Поднялся, большой, кудластый, уже значительно опьяневший. Такой не похожий на себя. Всегдашняя насмешливая улыбка скорбной какой-то, новой, молящей стала.

Грабли-руки на плечи Андрюшины положил и заговорил тихо:

— А ты расколдовывай, Андрей! Сними печать. Выводить старайся из круга. Не сумасшедших одних только… Зачем? Всех! И себя, и всех. И не спрашивай, как выводить и что за круг такой. Сердце подскажет. Сердце учует. И путь нащупаешь, сердцем опять же.

Отошел. Сел. Задрожавшей от волнения или опьянения рукою зазвенел горлышком сороковки о рюмку.

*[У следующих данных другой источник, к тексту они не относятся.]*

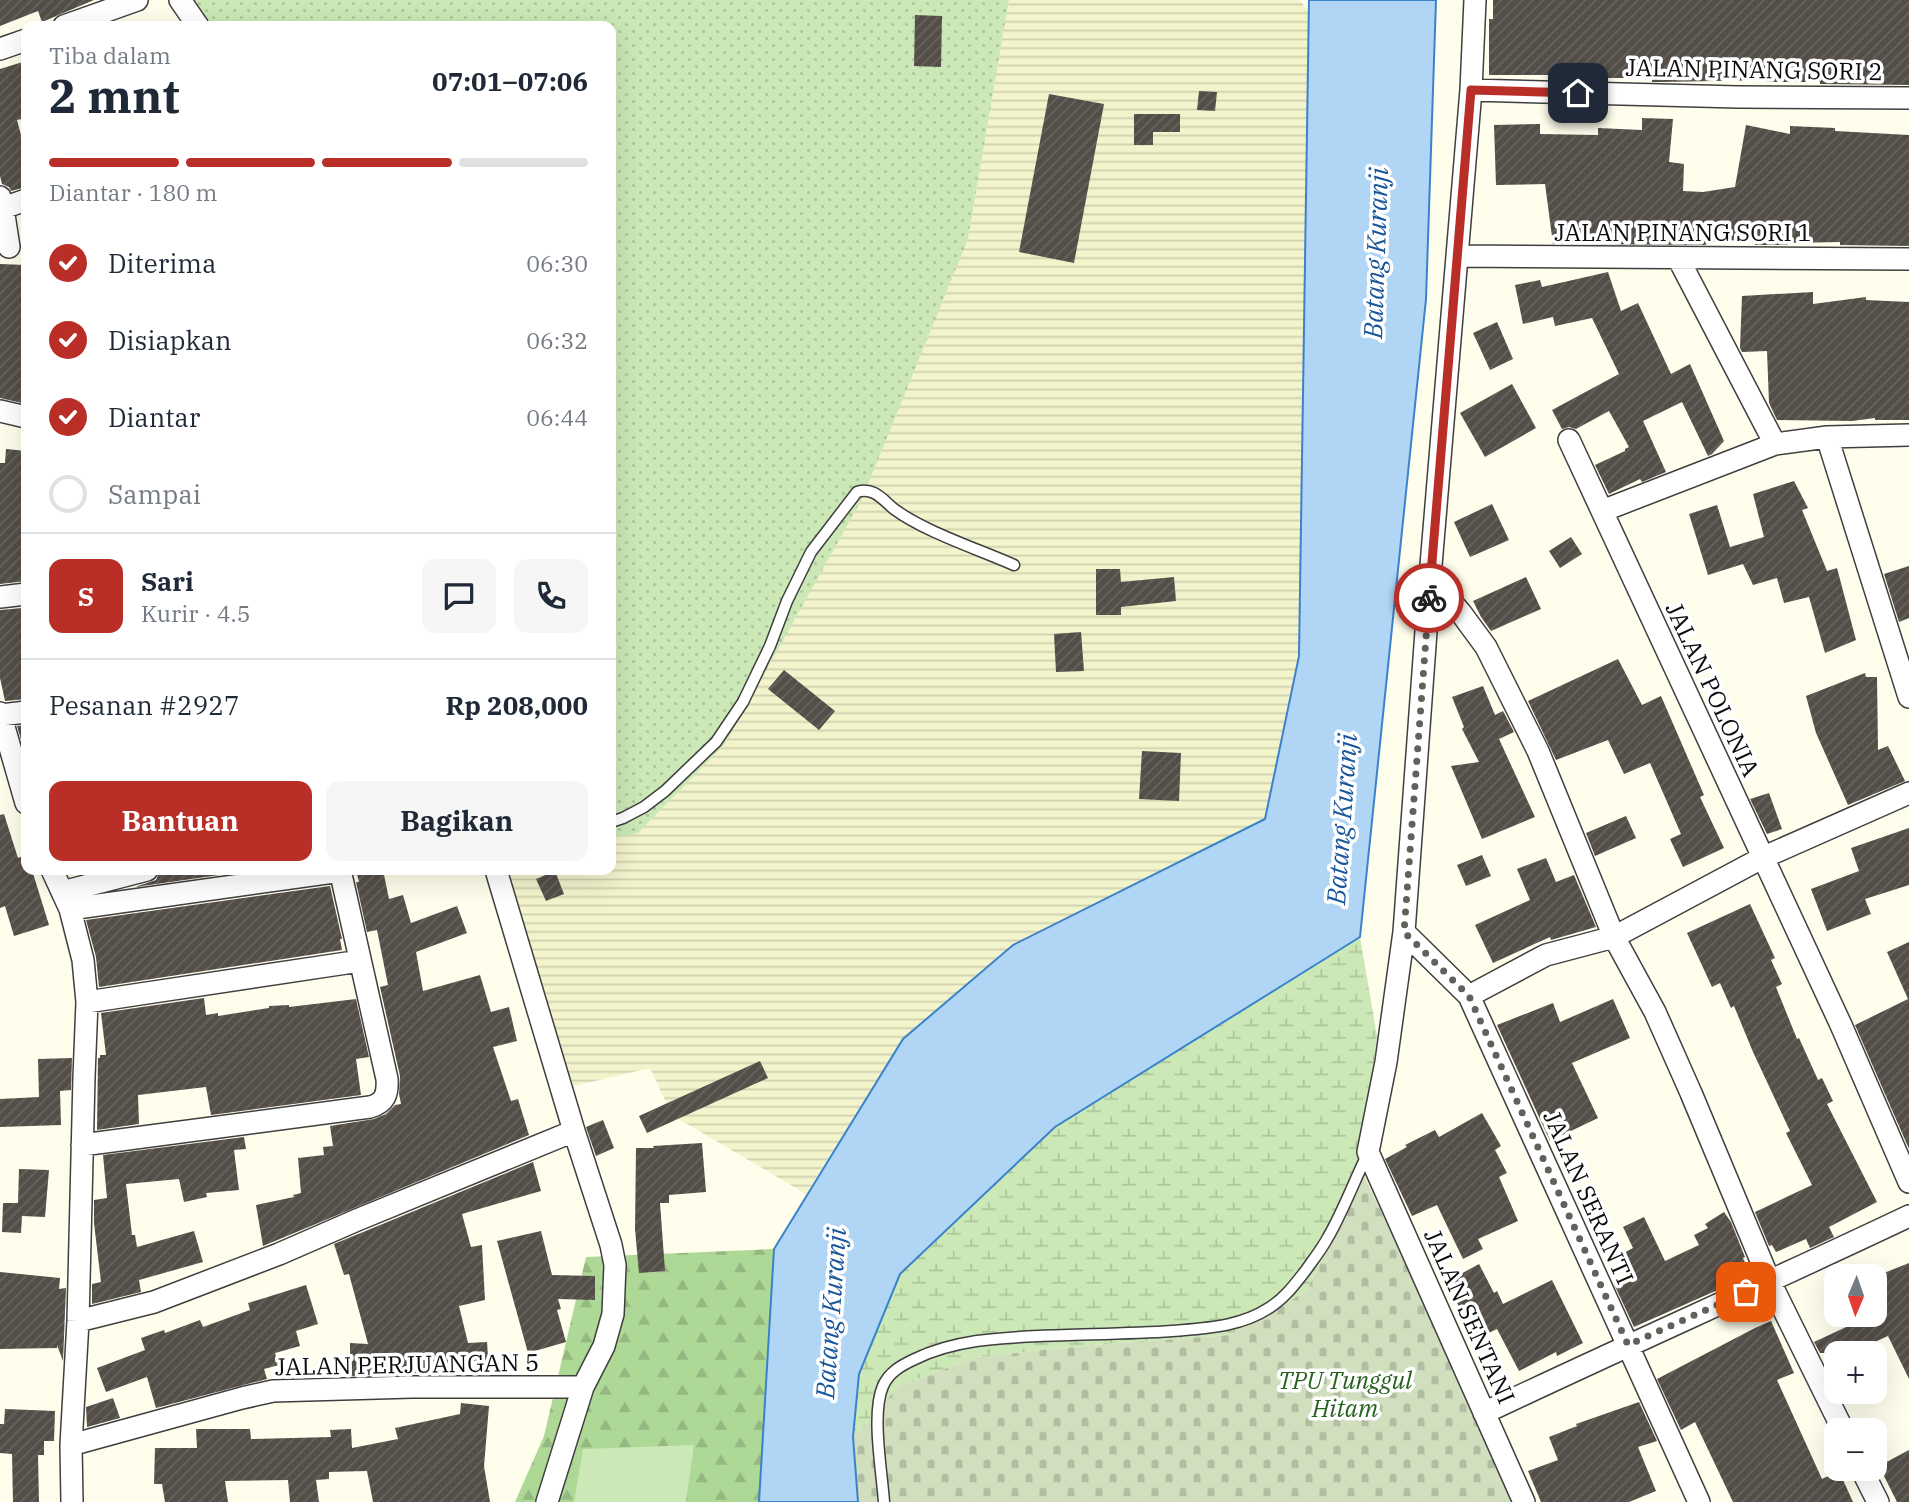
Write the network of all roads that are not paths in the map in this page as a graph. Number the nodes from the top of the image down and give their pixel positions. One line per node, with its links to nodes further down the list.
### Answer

Но не выпил. Пьяно, думно запророчествовал. Гудел басистым своим голосом:

— Сердце, братцы, главный в человеке пункт. Мозг тоже, но мозг — подлец. А сердце как мать родная. Ты, Женька, эх! Злой Женька, не усмехайся! Чего — ничего? Вижу я… Сердце твое кремневое из глаз твоих смотрит. Ну, ну! Не сердись! Хороший ты, Женька! Без камня тоже не жизнь… Верьте! Не жизнь и без сердца. Знаете — не маленькие. Его слушайтесь. В него, в сердце, вслушивайтесь:

О люди, я вслушался в сердце свое И вижу, что ваше — несчастно…

Сердце, братцы мои, все… А ты, землячок ты мой любезный, Андрюшка, Андрей Первозванный, сердцу своему сугубо верь. Твое — не обманет. Им, сердцем-то своим, и иди, а не только ногами. Ноги что? Машина. Сердцем иди. Не по всякому пути ногами пройдешь, Андрюша!..

Задрожал густой, колокола словно последний удар, голос Тихона:

— Андрюша! Подвиг большой тебе предстоит. Можешь свершить, по глазам вижу. И этот, Женька, может. Железный Женька. Слышишь, Женька Голубовский? Зло в тебе есть. Его — обуздай. Обузданное зло иной раз добра полезнее. Но помни, железный! Совсем ожелезниться человеку нельзя. Не паровоз он.

Тяжело, как бы опуская наземь непосильную тяжесть, думно пророчествовал Тихон:

— Раскол-до-вы-вайте! Но помните! Тяжкий путь. Вера нужна — во! больше самого себя. А главное — сила. Слабый и не берись. Да не ломовую, не мускульную силу, ее-то у каждой лошади хватит, а сердце надо большое. Чтобы всё вместить. И если потребуется — всё отдать. Понимаете, что значит  в с ё?

Опустил на руку, на ладонь огромную, кудластую свою голову, закачал ею над столом, над недопитой рюмкою, пьяным мужиком вдруг стал, самарским каким-то, и загудел дрожью последнею замирающего колокольного удара:

— Ох, пареньки, мальчишечки! Мальчишества своего не гнушайтесь. Всю бы жизнь в мальчишестве пробыть. Вот тогда бы — без ошибки.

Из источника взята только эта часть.